There is consistent debate as to which language is the most romantic and naturally each person may defend their native tongue as the one to beat, however there seems to be a consensus in most articles on the topic that a select few are the top picks for romance.

Unsurprisingly the few that are regularly selected as the top languages in which to whisper sweet nothings are actually Romance Languages. French, Italian and Spanish are consistently listed in the top three. The term “Romance” may be considered deceiving here though:

– The non-capitalised version “romance” can be a noun -meaning a feeling associated with love- or a verb -meaning “to woo” or “to court”, a rather old-fashioned notion these days.

– The term Romance with a capital ‘R’ is derived from the adverb ‘romanice’ in Vulgar Latin.
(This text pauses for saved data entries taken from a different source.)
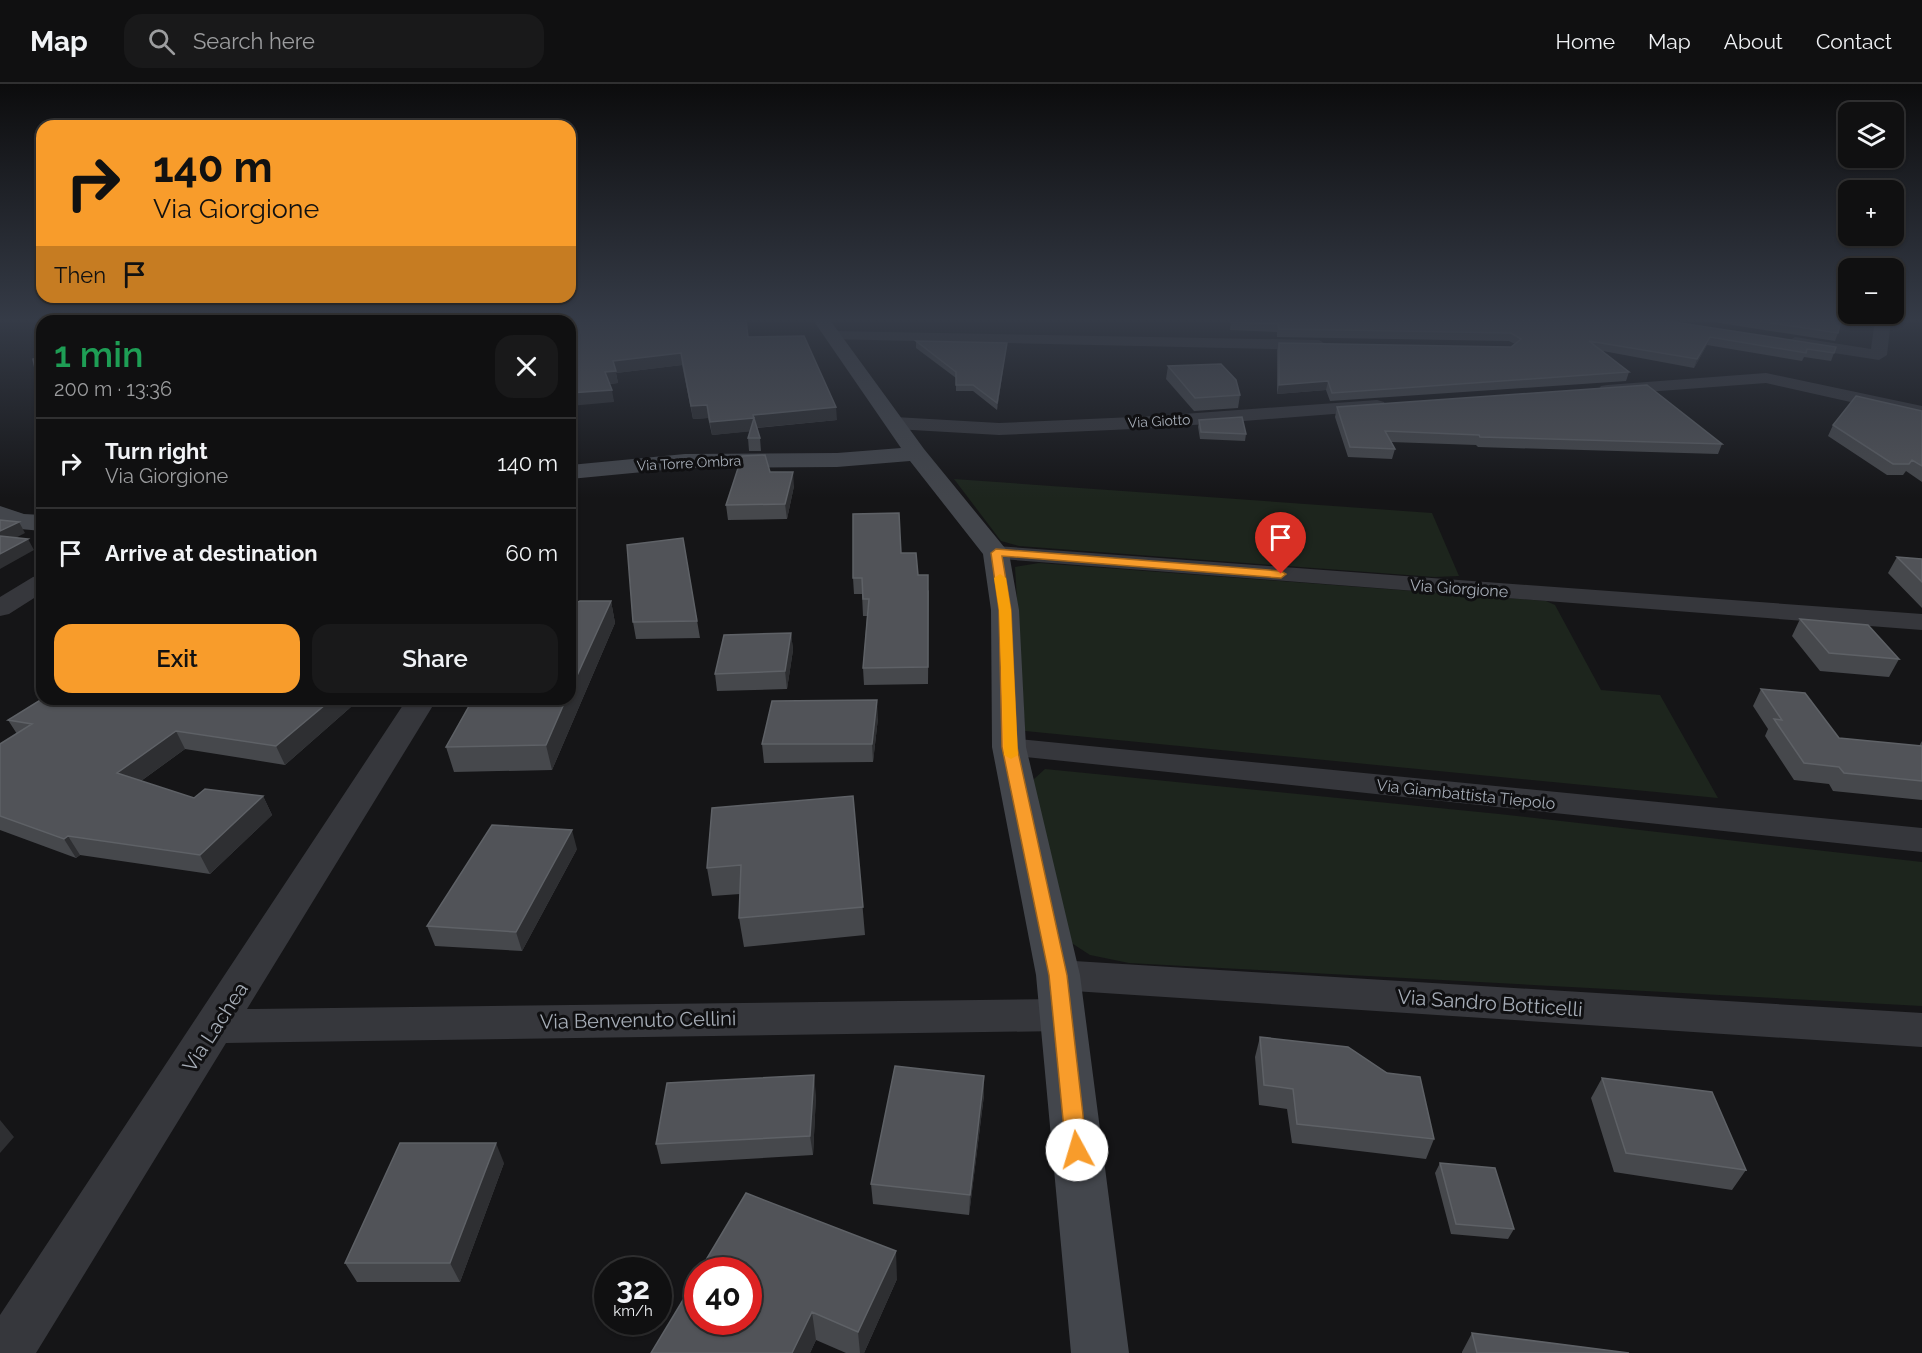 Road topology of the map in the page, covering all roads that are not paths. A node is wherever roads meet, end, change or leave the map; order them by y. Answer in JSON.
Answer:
{"nodes":[{"id":1,"x":863,"y":379,"type":"edge"},
{"id":2,"x":1749,"y":379,"type":"edge"},
{"id":3,"x":1772,"y":379,"type":"edge"},
{"id":4,"x":1587,"y":391,"type":"edge"},
{"id":5,"x":1395,"y":405,"type":"edge"},
{"id":6,"x":1916,"y":410,"type":"edge"},
{"id":7,"x":905,"y":438,"type":"junction"},
{"id":8,"x":576,"y":471,"type":"edge"},
{"id":9,"x":0,"y":513,"type":"edge"},
{"id":10,"x":36,"y":522,"type":"edge"},
{"id":11,"x":996,"y":553,"type":"junction"},
{"id":12,"x":36,"y":586,"type":"edge"},
{"id":13,"x":0,"y":608,"type":"edge"},
{"id":14,"x":1922,"y":622,"type":"edge"},
{"id":15,"x":418,"y":705,"type":"edge"},
{"id":16,"x":1010,"y":747,"type":"junction"},
{"id":17,"x":1922,"y":840,"type":"edge"},
{"id":18,"x":1058,"y":975,"type":"junction"},
{"id":19,"x":1061,"y":1015,"type":"junction"},
{"id":20,"x":216,"y":1026,"type":"junction"},
{"id":21,"x":1922,"y":1030,"type":"edge"},
{"id":22,"x":6,"y":1353,"type":"edge"},
{"id":23,"x":1100,"y":1353,"type":"edge"}],
"edges":[{"from":1,"to":7,"type":"street"},
{"from":2,"to":4,"type":"street"},
{"from":3,"to":6,"type":"street"},
{"from":5,"to":7,"type":"street","name":"Via Giotto"},
{"from":7,"to":8,"type":"street","name":"Via Torre Ombra"},
{"from":7,"to":11,"type":"street"},
{"from":9,"to":10,"type":"street"},
{"from":11,"to":14,"type":"street","name":"Via Giorgione"},
{"from":11,"to":16,"type":"street"},
{"from":12,"to":13,"type":"street"},
{"from":15,"to":20,"type":"street","name":"Via Lachea"},
{"from":16,"to":17,"type":"street","name":"Via Giambattista Tiepolo"},
{"from":16,"to":18,"type":"street"},
{"from":18,"to":19,"type":"street"},
{"from":18,"to":21,"type":"street","name":"Via Sandro Botticelli"},
{"from":19,"to":20,"type":"street","name":"Via Benvenuto Cellini"},
{"from":19,"to":23,"type":"street"},
{"from":20,"to":22,"type":"street","name":"Via Lachea"}]}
This is derived from the term Romanicus: for example, in the expression romanice loqui, “to speak in Roman”. From this adverb the noun Romance originated, which was applied initially to anything written ‘romanice’, or “in the Roman vernacular”.

It is true that the word romance with the modern sense of romance novels and so forth has the same origin. In the medieval literature of Western Europe popular tales, of love, were composed in the vernacular rather than Latin and came to be called “romances”.

There are many Romance languages aside from the four mentioned above, but what is it that makes them so attractive as the languages of love for so many people? The intonation alone could be reason enough. However, it is almost certainly a combination of this with other factors such as the culture, the beauty of the cities from which the languages originate and the way they are intertwined with so much history.

In a CNN article about the ‘World’s 12 sexiest accents’, Italian and French take first and second place, however there is a lovely mix in the line-up, including Thai, Czech, Irish and even Oxford English!

So, intonation and the flow of a language definitely seems to be the main factor but as with anything, it is a case of everyone to their own.
There must be something about the Romance languages in particular that people find appealing though, what is it? Let us know your thoughts in the comments box below!

For more information on the languages we work with, please visit languages.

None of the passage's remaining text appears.